══ Input data

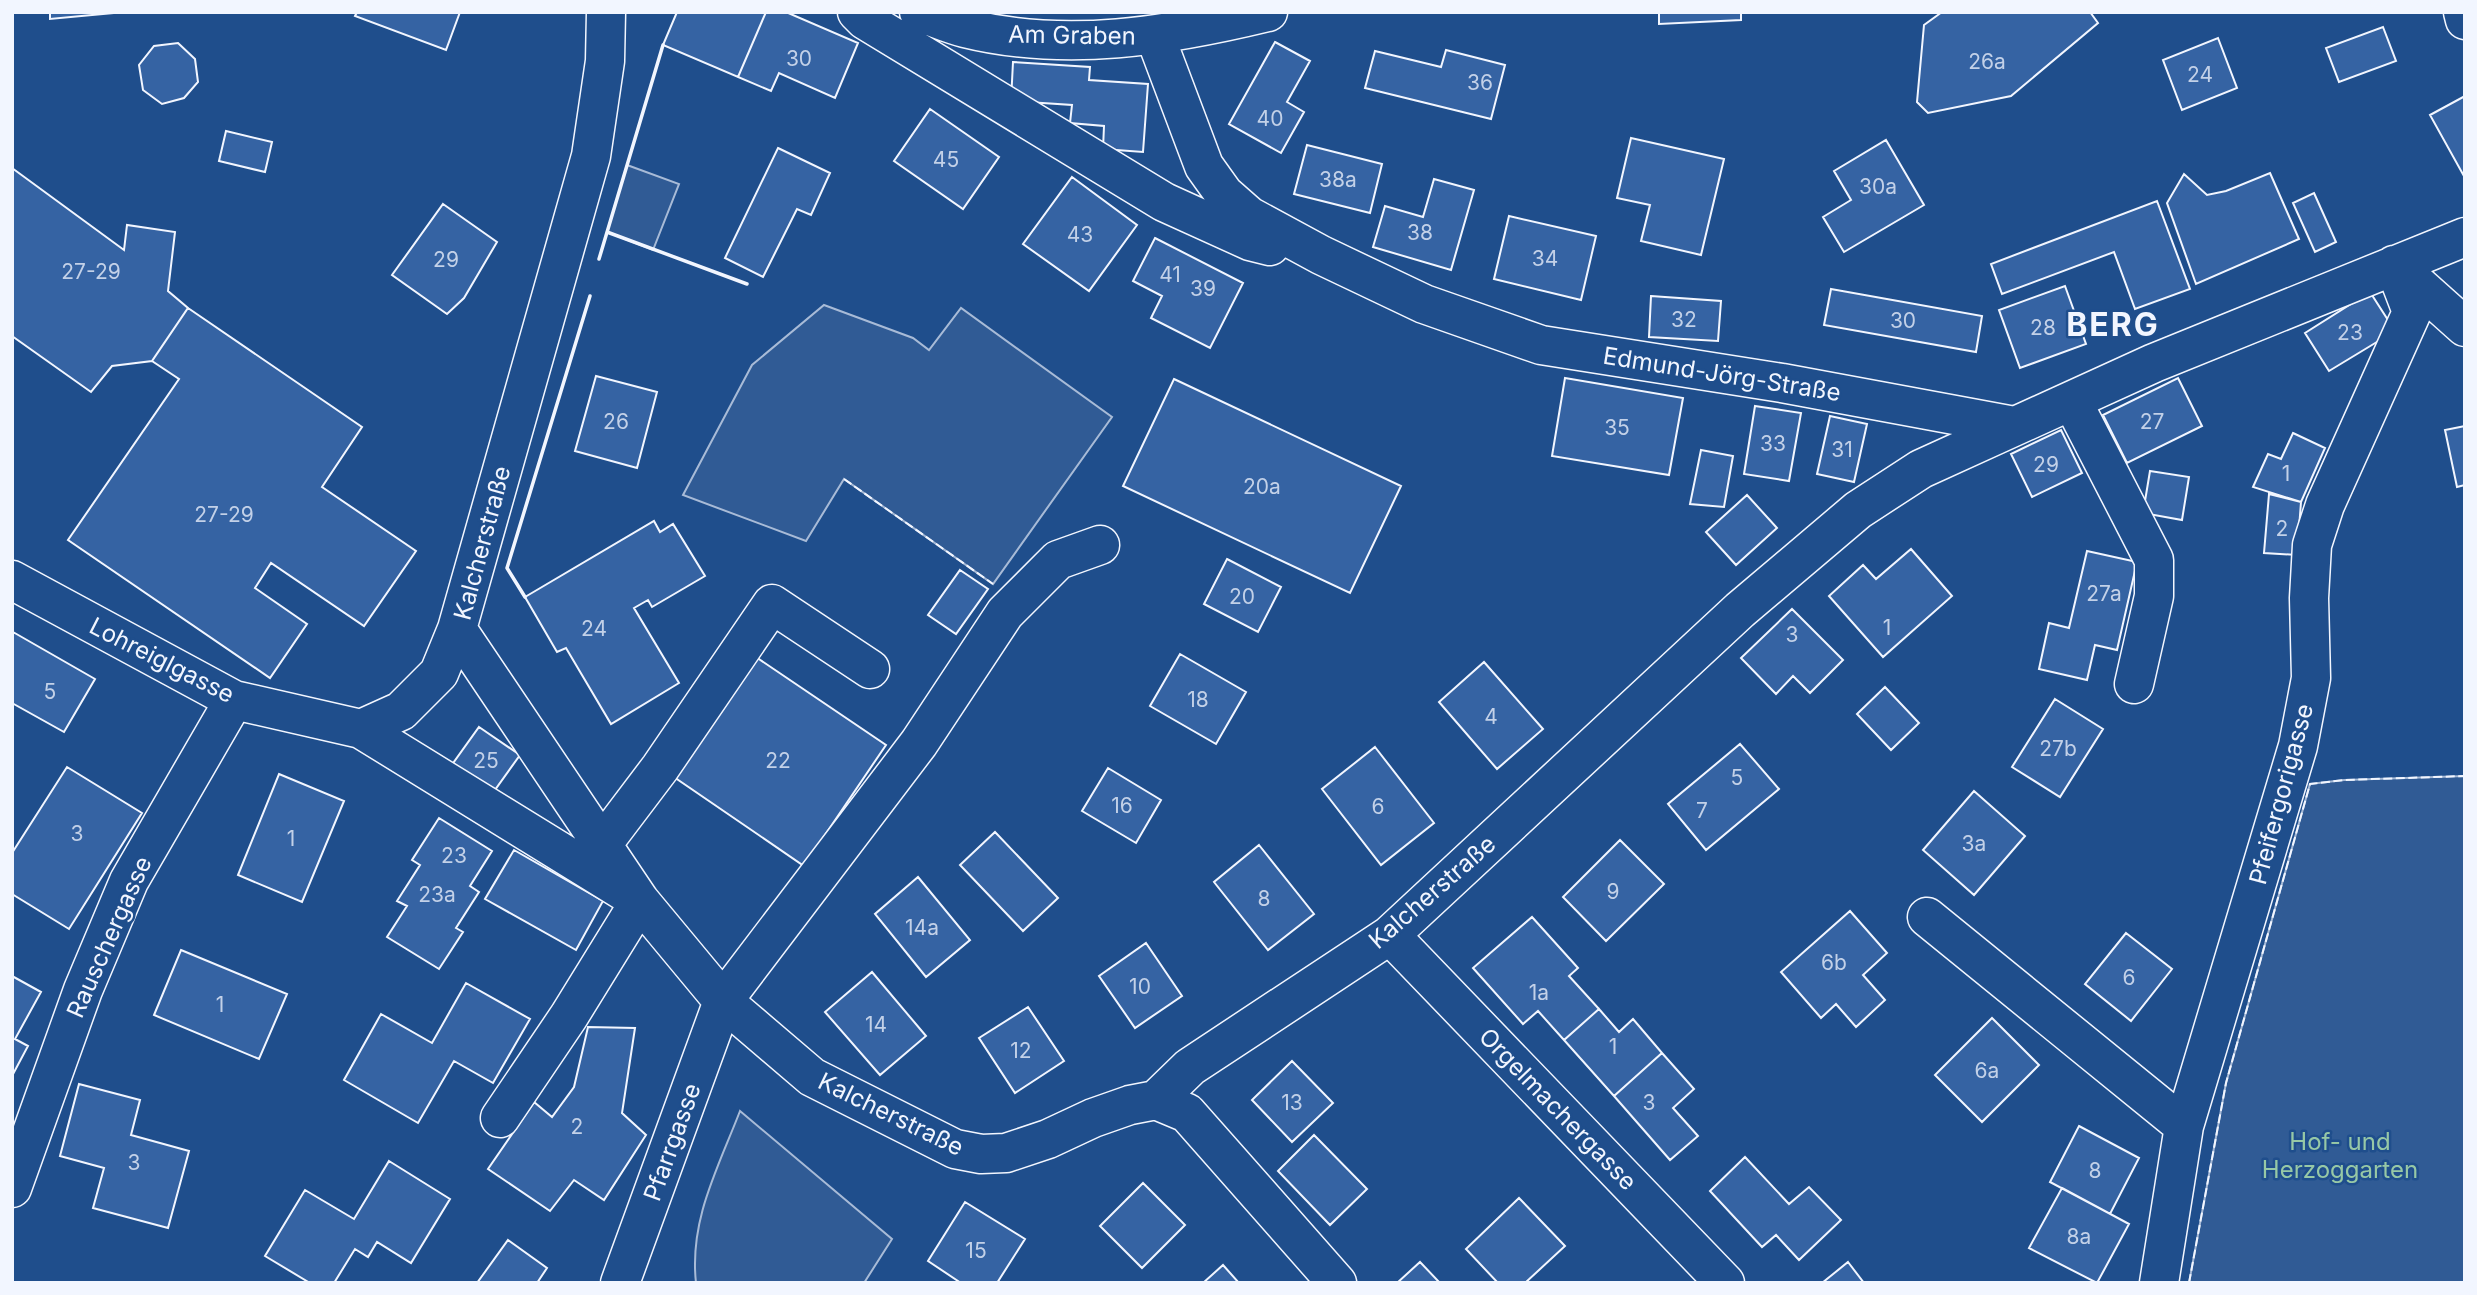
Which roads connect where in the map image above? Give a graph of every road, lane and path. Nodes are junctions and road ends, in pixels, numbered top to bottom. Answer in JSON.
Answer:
{"nodes":[{"id":1,"x":606,"y":12,"type":"edge"},
{"id":2,"x":857,"y":12,"type":"edge"},
{"id":3,"x":919,"y":12,"type":"edge"},
{"id":4,"x":1268,"y":12,"type":"edge"},
{"id":5,"x":2463,"y":12,"type":"edge"},
{"id":6,"x":2465,"y":20,"type":"edge"},
{"id":7,"x":1156,"y":36,"type":"junction"},
{"id":8,"x":2465,"y":237,"type":"edge"},
{"id":9,"x":1321,"y":255,"type":"junction"},
{"id":10,"x":2394,"y":265,"type":"junction"},
{"id":11,"x":2465,"y":327,"type":"edge"},
{"id":12,"x":2072,"y":401,"type":"junction"},
{"id":13,"x":2014,"y":426,"type":"junction"},
{"id":14,"x":1100,"y":545,"type":"dead end"},
{"id":15,"x":12,"y":580,"type":"edge"},
{"id":16,"x":457,"y":629,"type":"junction"},
{"id":17,"x":870,"y":669,"type":"dead end"},
{"id":18,"x":2134,"y":684,"type":"dead end"},
{"id":19,"x":234,"y":700,"type":"junction"},
{"id":20,"x":361,"y":729,"type":"junction"},
{"id":21,"x":601,"y":846,"type":"junction"},
{"id":22,"x":640,"y":901,"type":"junction"},
{"id":23,"x":1927,"y":917,"type":"dead end"},
{"id":24,"x":1390,"y":935,"type":"junction"},
{"id":25,"x":723,"y":1001,"type":"junction"},
{"id":26,"x":1156,"y":1100,"type":"junction"},
{"id":27,"x":500,"y":1118,"type":"dead end"},
{"id":28,"x":2184,"y":1126,"type":"junction"},
{"id":29,"x":12,"y":1188,"type":"edge"},
{"id":30,"x":620,"y":1283,"type":"edge"},
{"id":31,"x":1338,"y":1283,"type":"edge"},
{"id":32,"x":1726,"y":1283,"type":"edge"},
{"id":33,"x":2159,"y":1283,"type":"edge"}],
"edges":[{"from":1,"to":16,"type":"street","name":"Kalcherstraße"},
{"from":2,"to":9,"type":"street"},
{"from":3,"to":7,"type":"street","name":"Am Graben"},
{"from":4,"to":7,"type":"street","name":"Am Graben"},
{"from":5,"to":6,"type":"street"},
{"from":7,"to":9,"type":"street","name":"Edmund-Jörg-Straße"},
{"from":8,"to":10,"type":"street"},
{"from":9,"to":13,"type":"street","name":"Edmund-Jörg-Straße"},
{"from":10,"to":11,"type":"street"},
{"from":10,"to":12,"type":"street"},
{"from":10,"to":28,"type":"street","name":"Pfeifergorigasse"},
{"from":12,"to":13,"type":"street"},
{"from":12,"to":18,"type":"street"},
{"from":13,"to":24,"type":"street","name":"Kalcherstraße"},
{"from":14,"to":25,"type":"street"},
{"from":15,"to":19,"type":"street","name":"Lohreiglgasse"},
{"from":16,"to":20,"type":"street"},
{"from":16,"to":21,"type":"street","name":"Kalcherstraße"},
{"from":17,"to":21,"type":"street"},
{"from":19,"to":20,"type":"street","name":"Lohreiglgasse"},
{"from":19,"to":29,"type":"street","name":"Rauschergasse"},
{"from":20,"to":22,"type":"street","name":"Lohreiglgasse"},
{"from":21,"to":22,"type":"street","name":"Kalcherstraße"},
{"from":22,"to":25,"type":"street","name":"Kalcherstraße"},
{"from":22,"to":27,"type":"street"},
{"from":23,"to":28,"type":"street"},
{"from":24,"to":26,"type":"street","name":"Kalcherstraße"},
{"from":24,"to":32,"type":"street","name":"Orgelmachergasse"},
{"from":25,"to":26,"type":"street","name":"Kalcherstraße"},
{"from":25,"to":30,"type":"street","name":"Pfarrgasse"},
{"from":26,"to":31,"type":"street"},
{"from":28,"to":33,"type":"street","name":"Pfeifergorigasse"}]}
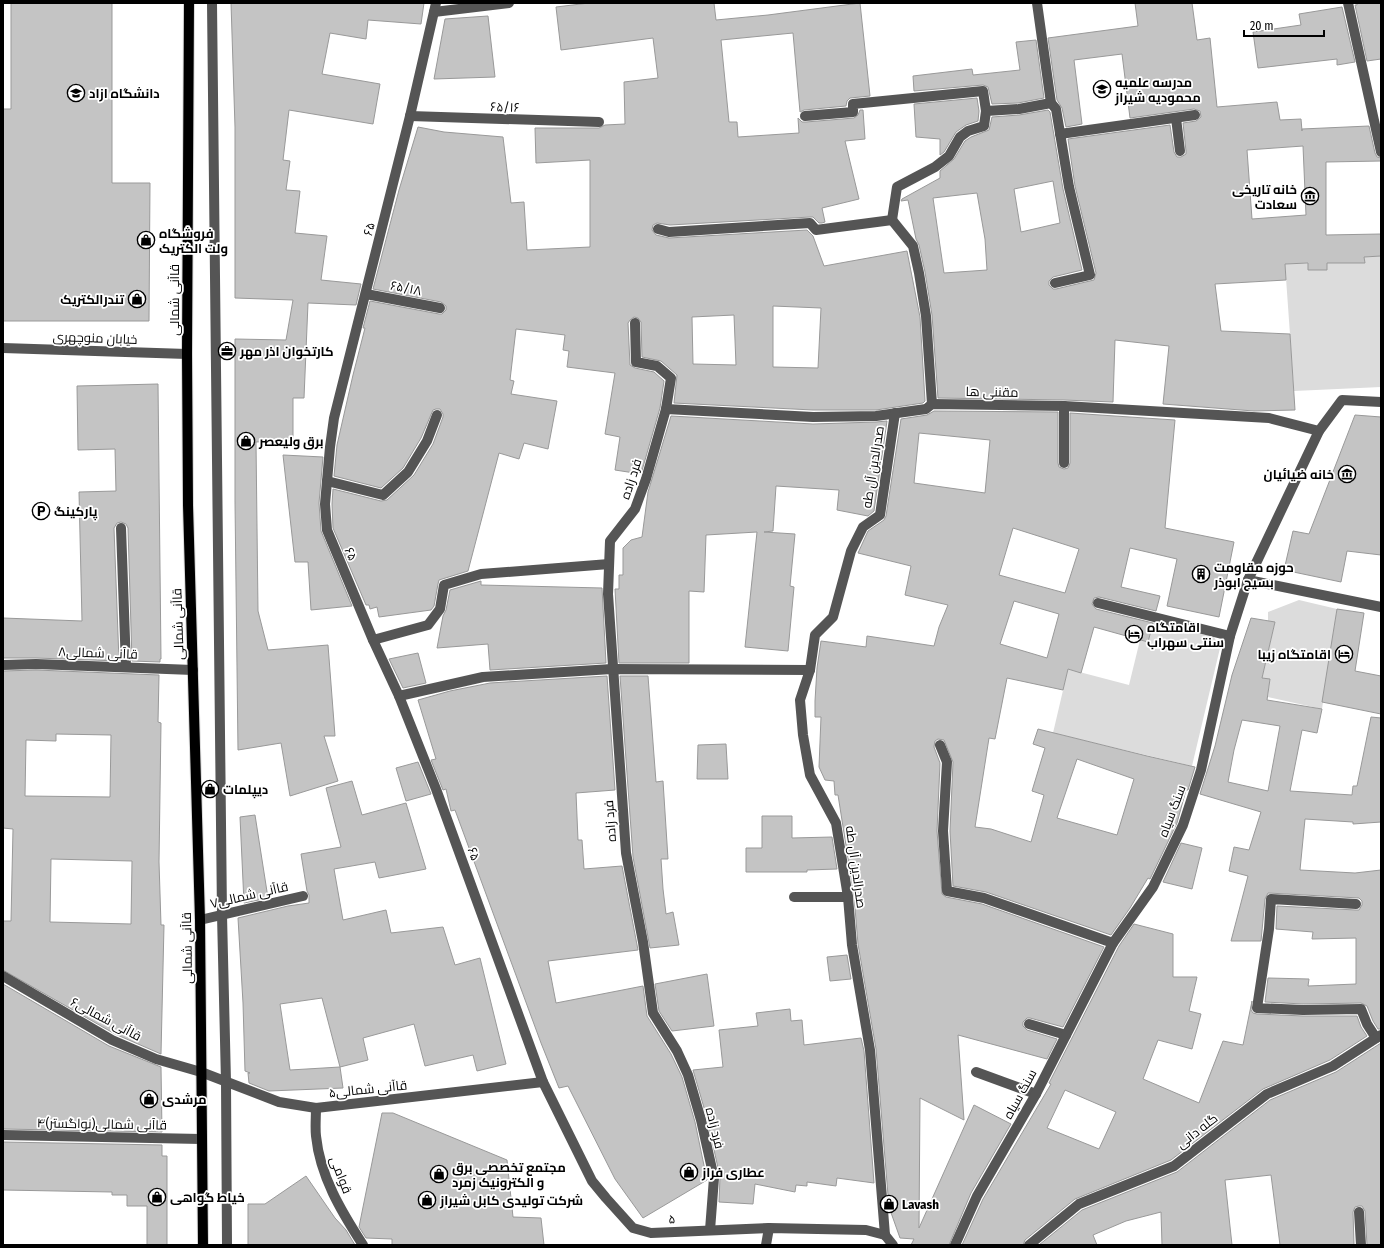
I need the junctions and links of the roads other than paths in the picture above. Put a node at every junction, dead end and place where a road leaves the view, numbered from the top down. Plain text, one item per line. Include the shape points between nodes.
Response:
1 (189, 3) edge
2 (212, 3) edge
3 (509, 3) edge
4 (1037, 3) edge
5 (1348, 3) edge
6 (435, 8) edge
7 (1051, 103) junction
8 (986, 111) junction
9 (1195, 115) dead end
10 (410, 116) junction
11 (805, 116) dead end
12 (1176, 118) junction
13 (599, 122) dead end
14 (1060, 134) junction
15 (1180, 151) dead end
16 (1381, 152) edge
17 (892, 220) junction
18 (658, 229) dead end
19 (1055, 283) dead end
20 (366, 294) junction
21 (440, 308) dead end
22 (635, 323) dead end
23 (3, 348) edge
24 (187, 354) junction
25 (1381, 402) edge
26 (932, 404) junction
27 (1064, 406) junction
28 (666, 409) junction
29 (895, 414) junction
30 (437, 415) dead end
31 (1319, 431) junction
32 (1064, 463) dead end
33 (327, 481) junction
34 (121, 528) dead end
35 (609, 564) junction
36 (1248, 580) junction
37 (1098, 604) dead end
38 (1381, 607) edge
39 (1230, 636) junction
40 (373, 640) junction
41 (3, 665) edge
42 (126, 667) junction
43 (612, 669) junction
44 (193, 670) junction
45 (810, 670) junction
46 (399, 696) junction
47 (940, 745) dead end
48 (303, 896) dead end
49 (794, 897) dead end
50 (848, 897) junction
51 (1356, 904) dead end
52 (222, 915) junction
53 (200, 920) junction
54 (1113, 943) junction
55 (3, 976) edge
56 (1029, 1024) dead end
57 (1066, 1035) junction
58 (1379, 1037) edge
59 (201, 1072) junction
60 (976, 1072) dead end
61 (226, 1082) junction
62 (543, 1082) junction
63 (1036, 1094) junction
64 (316, 1108) junction
65 (3, 1135) edge
66 (201, 1140) junction
67 (1359, 1212) dead end
68 (769, 1228) junction
69 (710, 1230) junction
70 (885, 1235) junction
71 (202, 1245) edge
72 (227, 1245) edge
73 (363, 1245) edge
74 (766, 1245) edge
75 (893, 1245) edge
76 (954, 1245) edge
77 (1028, 1245) edge
78 (1361, 1245) edge

1 - 24 main road, قاآنی شمالی
2 - 52 street
3 - 6 street
4 - 7 street
5 - 16 street
6 - 10 street, ۶۵
7 - 8 street via 1019,109
7 - 14 street via 1056,109
8 - 11 street via 983,91 853,104 853,112
8 - 17 street via 984,126 968,131 960,137 949,156 935,167 897,187
9 - 12 street
10 - 13 street, ۶۵/۱۶
10 - 20 street, ۶۵
12 - 14 street
12 - 15 street
14 - 19 street via 1069,187 1090,275
17 - 18 street via 816,230 810,223 669,232
17 - 26 street via 912,246 917,266 926,316
20 - 21 street, ۶۵/۱۸
20 - 33 street, ۶۵ via 334,418
22 - 28 street, فرد زاده via 636,362 657,366 671,378
23 - 24 street, خیابان منوچهری
24 - 44 main road, قاآنی شمالی
25 - 31 street, سنگ سیاه via 1342,400
26 - 27 street, مقننی ها
26 - 29 street, مقننی ها via 926,409
27 - 31 street, مقننی ها via 1269,418
27 - 32 street
28 - 29 street, مقننی ها via 813,417
28 - 35 street, فرد زاده via 635,509 610,541
29 - 45 street, صدرالدین آل طه via 880,515 863,527 851,551 834,617 815,635
30 - 33 street via 427,441 408,472 383,496
31 - 36 street, سنگ سیاه
33 - 40 street, ۶۵ via 327,530
34 - 42 street
35 - 40 street via 481,574 444,585 440,609 428,625
35 - 43 street, فرد زاده
36 - 38 street
36 - 39 street, سنگ سیاه
37 - 39 street
39 - 54 street, سنگ سیاه via 1201,770 1183,825 1153,887
40 - 46 street, ۶۵
41 - 42 street, قاآنی شمالی۸
42 - 44 street, قاآنی شمالی۸
43 - 45 street
43 - 46 street via 483,677
43 - 69 street, فرد زاده via 626,853 643,942 653,1014 680,1057 701,1120 714,1178
44 - 53 main road, قاآنی شمالی
45 - 50 street, صدرالدین آل طه via 800,700 804,742 810,775 836,823
46 - 62 street, ۶۵ via 452,832
47 - 54 street via 947,762 943,831 947,892 984,898
48 - 52 street, قاآنی شمالی۷
49 - 50 street
50 - 70 street, صدرالدین آل طه via 852,945 870,1050
51 - 58 street via 1271,899 1257,1008 1361,1009 1366,1024
52 - 53 street, قاآنی شمالی۷
52 - 61 street
53 - 59 main road, قاآنی شمالی
54 - 57 street, سنگ سیاه
55 - 59 street, قاآنی شمالی۶ via 112,1040 156,1059
56 - 57 street
57 - 63 street, سنگ سیاه
58 - 77 street, گله دانی via 1333,1066 1267,1094 1174,1166 1079,1204
59 - 61 street, قاآنی شمالی۵
59 - 66 main road, قاآنی شمالی
60 - 63 street
61 - 64 street, قاآنی شمالی۵ via 279,1102
61 - 72 street
62 - 64 street, قاآنی شمالی۵
62 - 69 street, ۵ via 592,1181 633,1228 651,1233
63 - 76 street, سنگ سیاه via 977,1196
64 - 73 street, قوامی via 315,1135 321,1164 340,1210
65 - 66 street, ۴قاآنی شمالی(نواگستر)
66 - 71 main road, قاآنی شمالی
67 - 78 street
68 - 69 street, ۵
68 - 70 street, ۵ via 866,1230
68 - 74 street
70 - 75 street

════

» **Problem requirements**:
Which lines hold the word "Lohreiglgasse"? Copy each of them from the records.

» **Final answer**:
{"from":15,"to":19,"type":"street","name":"Lohreiglgasse"},
{"from":19,"to":20,"type":"street","name":"Lohreiglgasse"},
{"from":20,"to":22,"type":"street","name":"Lohreiglgasse"},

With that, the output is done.